Ah! that's a relief to know. Sweet little things - they never really mean to cause trouble, do they? ;P
I was told when I had my eldest that she was going to be one that would cause me more then one moment of worry in my life and she certainly did Peach Perfect I was not prepared for my middle daughter to do the same. The youngest always says that shes the good daughter and has caused the least worry. So far she is correct :D
Lolz ...life must be so fun with three girls x
There has certainly been more positive then negative Peach perfect I have always been thankful that all three of my girls get on and they were never the kind of kids to fight with each other. They would have the odd disagreement but they have always been very close and always supported each other. Its funny to me now that they are all scattered in different locations around Australia and I only have the middle one thats a couple of minutes drive from here. In time she will be moving to be with her boyfriend who is in the Air force so she will be in various locations around the country.

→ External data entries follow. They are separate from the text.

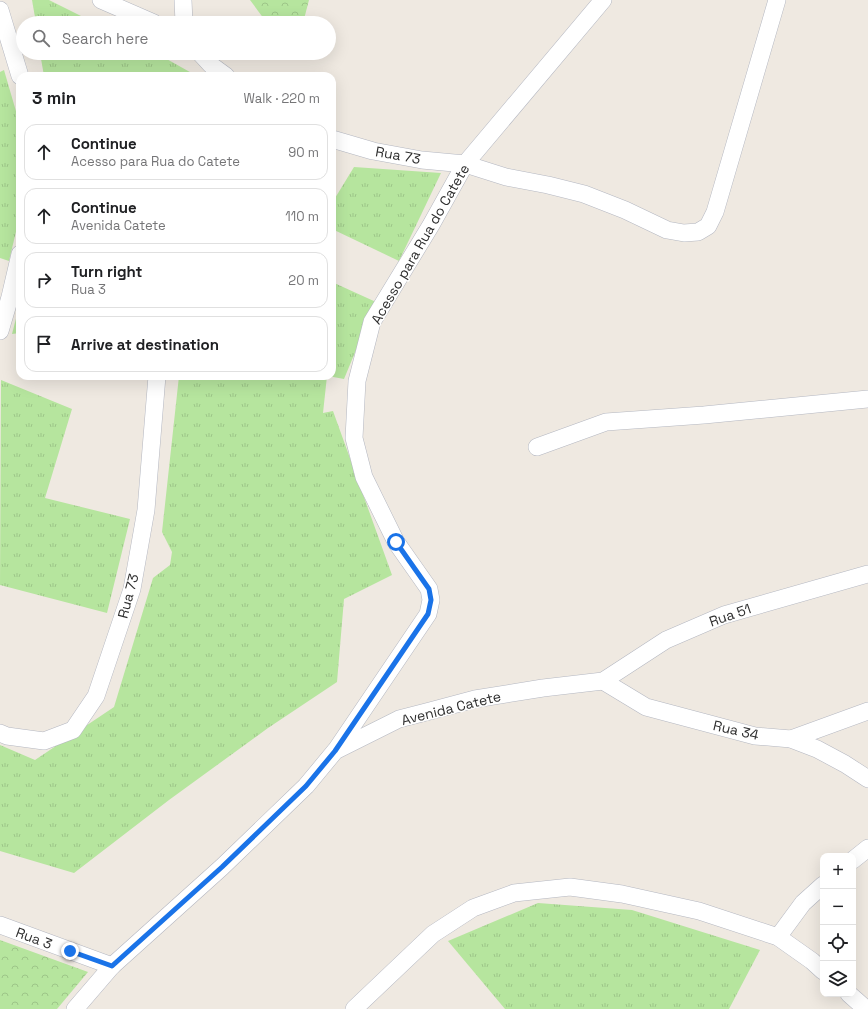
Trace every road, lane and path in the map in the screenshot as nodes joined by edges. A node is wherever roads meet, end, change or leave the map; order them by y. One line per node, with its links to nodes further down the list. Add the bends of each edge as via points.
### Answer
1 (101, 0): 6 (street)
2 (183, 0): 7 (street)
3 (603, 0): 12 (street, Acesso para Rua do Catete)
4 (777, 0): 12 (street, Rua 73, via 715,212 708,226 698,232 667,230 584,194 506,177)
5 (0, 10): 9 (street)
6 (138, 16)
7 (184, 16)
8 (206, 60): 10 (street)
9 (19, 72)
10 (221, 72)
11 (336, 140): 12 (street, Rua 73, via 374,151 422,160)
12 (465, 164): 23 (street, Acesso para Rua do Catete, via 372,322 357,381 354,438 364,477 396,542 429,589 431,600 428,614)
13 (16, 271): 14 (street)
14 (0, 331)
15 (157, 380): 21 (street, Rua 73, via 146,510 132,589 96,696 72,730 44,741)
16 (868, 399): 17 (street, via 606,422)
17 (538, 446)
18 (868, 574): 19 (street, Rua 51, via 724,615 666,640)
19 (603, 681): 22 (street, Rua 34, via 646,707 755,736); 23 (street, Avenida Catete, via 475,699 400,720)
20 (868, 712): 22 (street)
21 (0, 733)
22 (791, 739): 24 (street, Rua 34, via 846,764)
23 (335, 751): 30 (street, Avenida Catete, via 306,786 222,867)
24 (868, 779)
25 (868, 848): 26 (street)
26 (856, 858)
27 (820, 888): 29 (street, via 803,904)
28 (0, 925): 30 (street, Rua 3)
29 (778, 937): 31 (street); 34 (street, via 699,911 622,894 570,887 514,893 473,908 433,934)
30 (112, 966): 33 (street, Avenida Catete)
31 (820, 968)
32 (852, 997): 35 (street)
33 (75, 1009)
34 (354, 1009)
35 (866, 1009)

This is the time to wonder and explore life. I know it's so hard to watch little birds fly away but I'd like to imagine that there is also certain kind of joy in it :)
As long as they are happy im happy Peach perfect As much as my parents loved me they stifled me and gave me no freedom at all so I vowed that i would never do that to my kids. I allowed them all the freedom possible instead and when each one has announced that they are moving away I always feel super proud of them. Its really not so bad as we have the ability to talk via video chat no matter where they are in the World so its not like it would have been years and years ago when you had to wait for months for a letter to arrive.
Agree with Peach perfect that most probably around 12 years old some 12 year olds are more mature in their own thinking, and understand the dangers, these children are called latch key children.
Mainly after School has finished, these Children have keys, and a phone, in the Kitchen Notice Board, emergency numbers should always be written down.
Just be mindful in some States it is illegal to leave children alone in the house, even at 12 years old and you can be charged with abandoning a Child.
For me it depended on the child and trusting my instinct.
My older son was mature for his age and I trusted to leave him alone after school. I started by letting him walk home on his own when he was just 7 years old . At that time I was home with my newborn baby and school pickup time was always hard for me as that's when my baby used to sleep. He was 10 when I started working full time , so he used to stay at home alone after school , but I had a neighbour keeping an eye on him at intervals.
For my younger son he is almost 11 years and I can't trust him to be alone, let alone walk/bus on his own . I don't feel he is ready to be left alone .
So I guess it depends on the child and how mature.ready they are to stay home on their own.